Indeed it is slightly simpler, since you don't have "extract the bytes from IO`:

        lazy_bytes <- responseStatus response
        Lazy.putStrLn lazy_bytes

but just write

        Bytes.putStrLn $ responseBody response

you just "print" them directly. If you want to view just a bit from the middle of the KJV, you can instead do what you would with a lazy bytestring, and end with:

        Bytes.putStrLn $ Bytes.take 1000 $ Bytes.drop 50000 $ responseBody response

Then you will see something about Abraham.

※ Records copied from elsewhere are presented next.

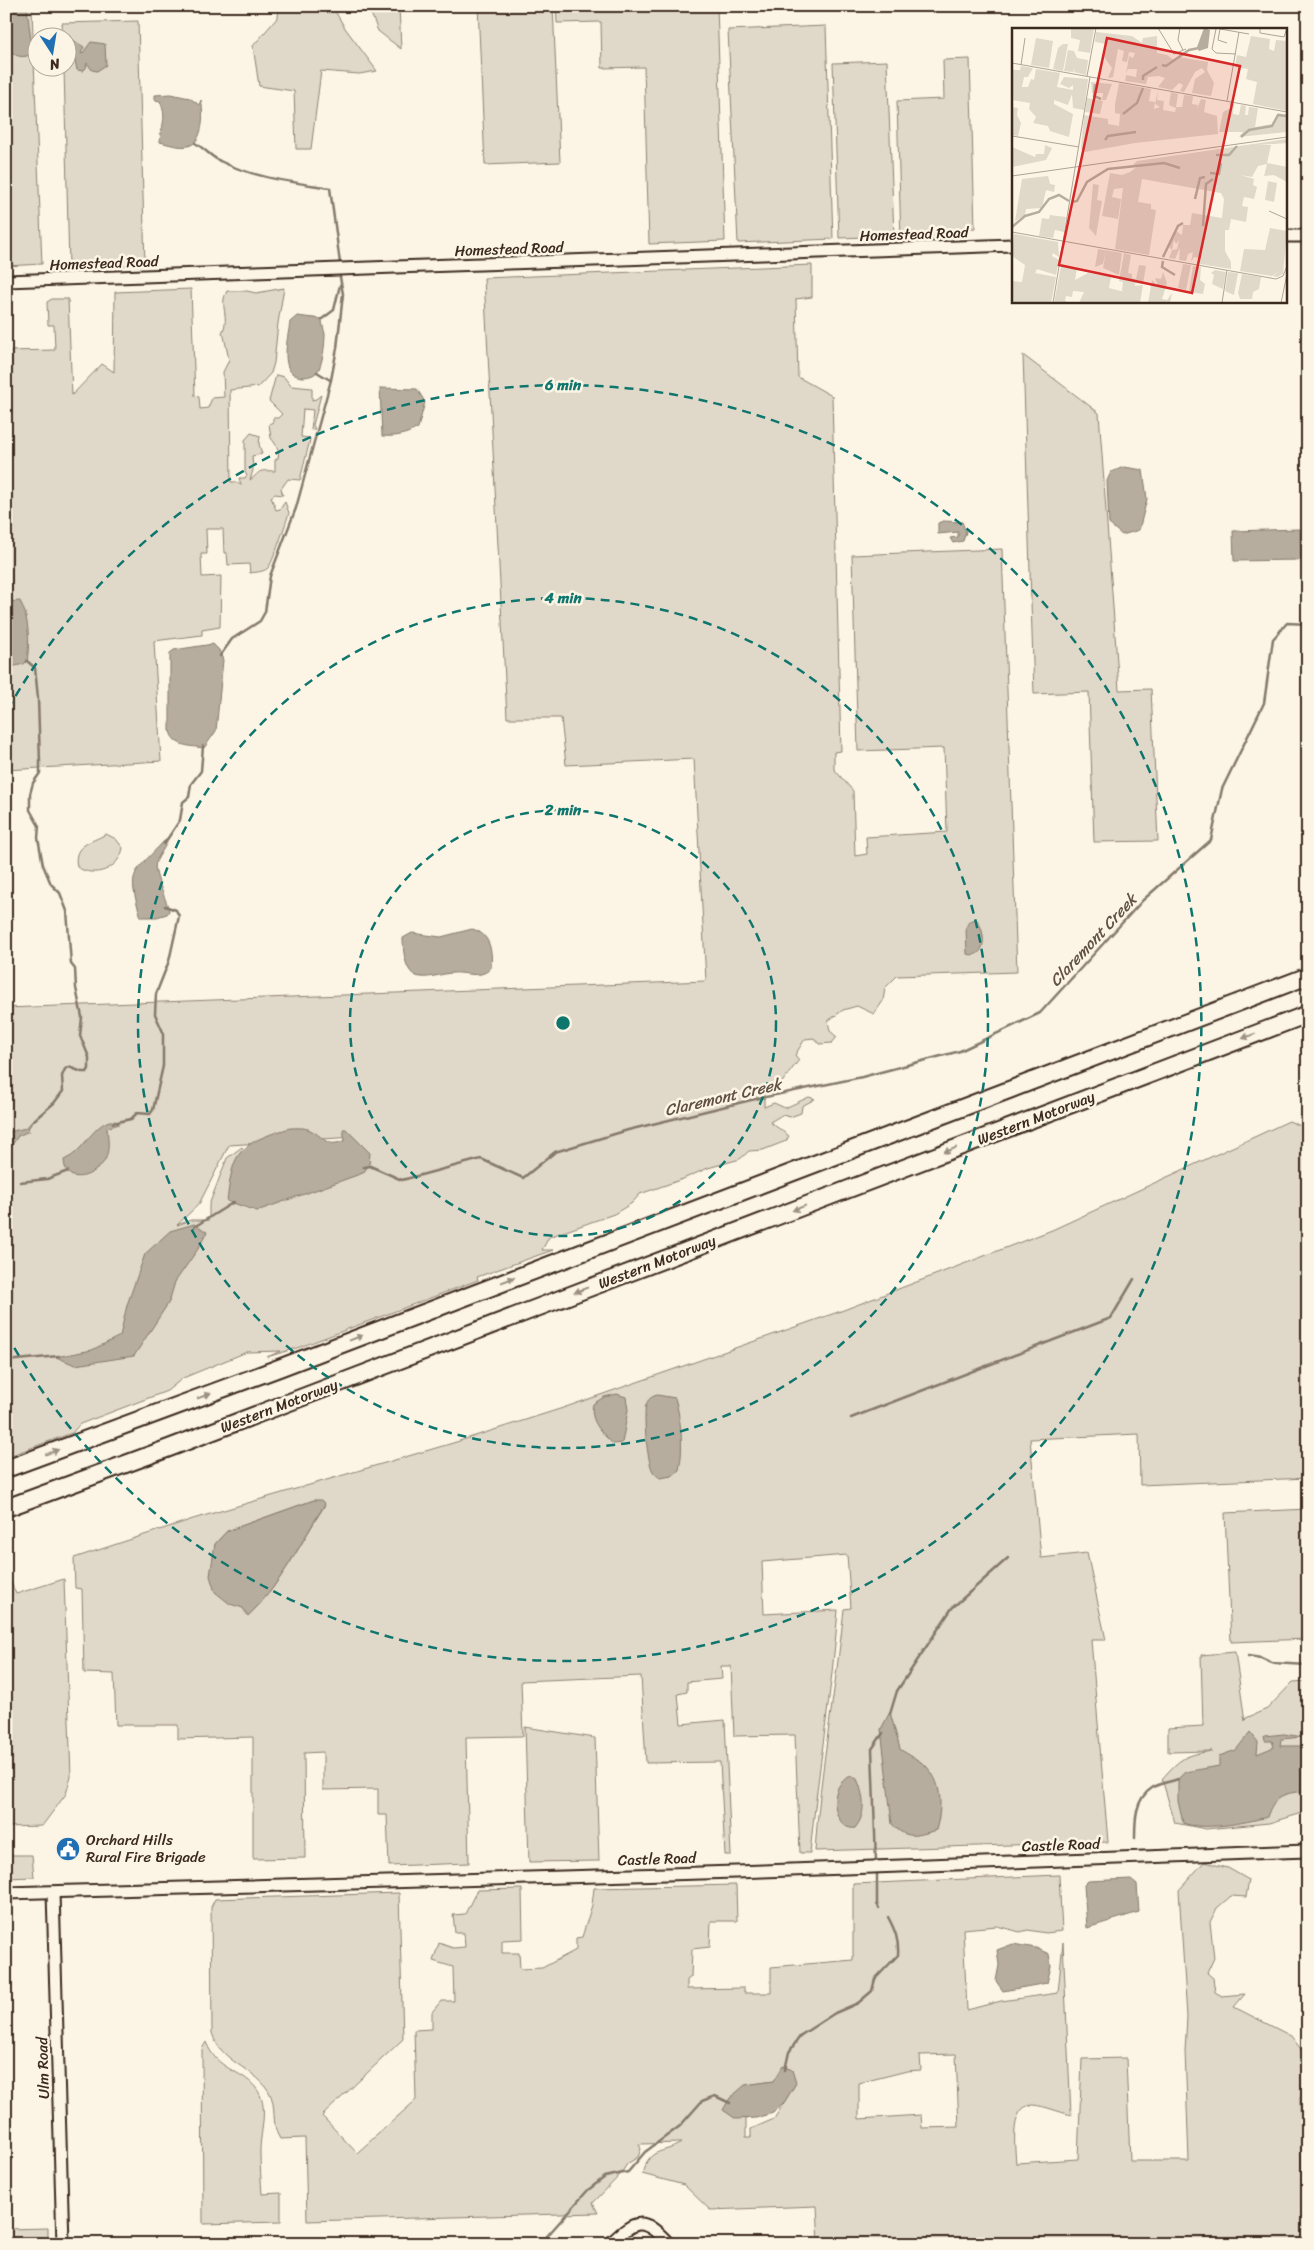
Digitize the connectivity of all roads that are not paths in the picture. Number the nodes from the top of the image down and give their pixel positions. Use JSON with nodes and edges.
{"nodes":[{"id":1,"x":1286,"y":236,"type":"edge"},
{"id":2,"x":1308,"y":236,"type":"edge"},
{"id":3,"x":1012,"y":245,"type":"edge"},
{"id":4,"x":6,"y":282,"type":"edge"},
{"id":5,"x":1308,"y":976,"type":"edge"},
{"id":6,"x":1308,"y":1014,"type":"edge"},
{"id":7,"x":6,"y":1469,"type":"edge"},
{"id":8,"x":6,"y":1508,"type":"edge"},
{"id":9,"x":1308,"y":1851,"type":"edge"},
{"id":10,"x":53,"y":1892,"type":"junction"},
{"id":11,"x":6,"y":1893,"type":"edge"},
{"id":12,"x":63,"y":2244,"type":"edge"},
{"id":13,"x":610,"y":2244,"type":"edge"},
{"id":14,"x":669,"y":2244,"type":"edge"}],
"edges":[{"from":1,"to":2,"type":"street"},
{"from":3,"to":4,"type":"street","name":"Homestead Road"},
{"from":7,"to":5,"type":"highway","one_way":true},
{"from":6,"to":8,"type":"highway","name":"Western Motorway","one_way":true},
{"from":9,"to":10,"type":"street","name":"Castle Road"},
{"from":10,"to":11,"type":"street","name":"Castle Road"},
{"from":10,"to":12,"type":"street","name":"Ulm Road"},
{"from":13,"to":14,"type":"street"}]}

The withHTTP for streaming-bytestring just hides the recursive looping that we needed to use the BodyReader material from http-client directly. It's the same e.g. with the withHTTP you find in pipes-http, which represents a stream of bytestring chunks as Producer ByteString IO (), and the same with http-conduit. In all of these cases, once you have your hands on the byte stream you handle it in the ways typical of the streaming IO framework without handwritten recursion. All of them use the BodyReader from http-client to do this, and this was the main purpose of the library.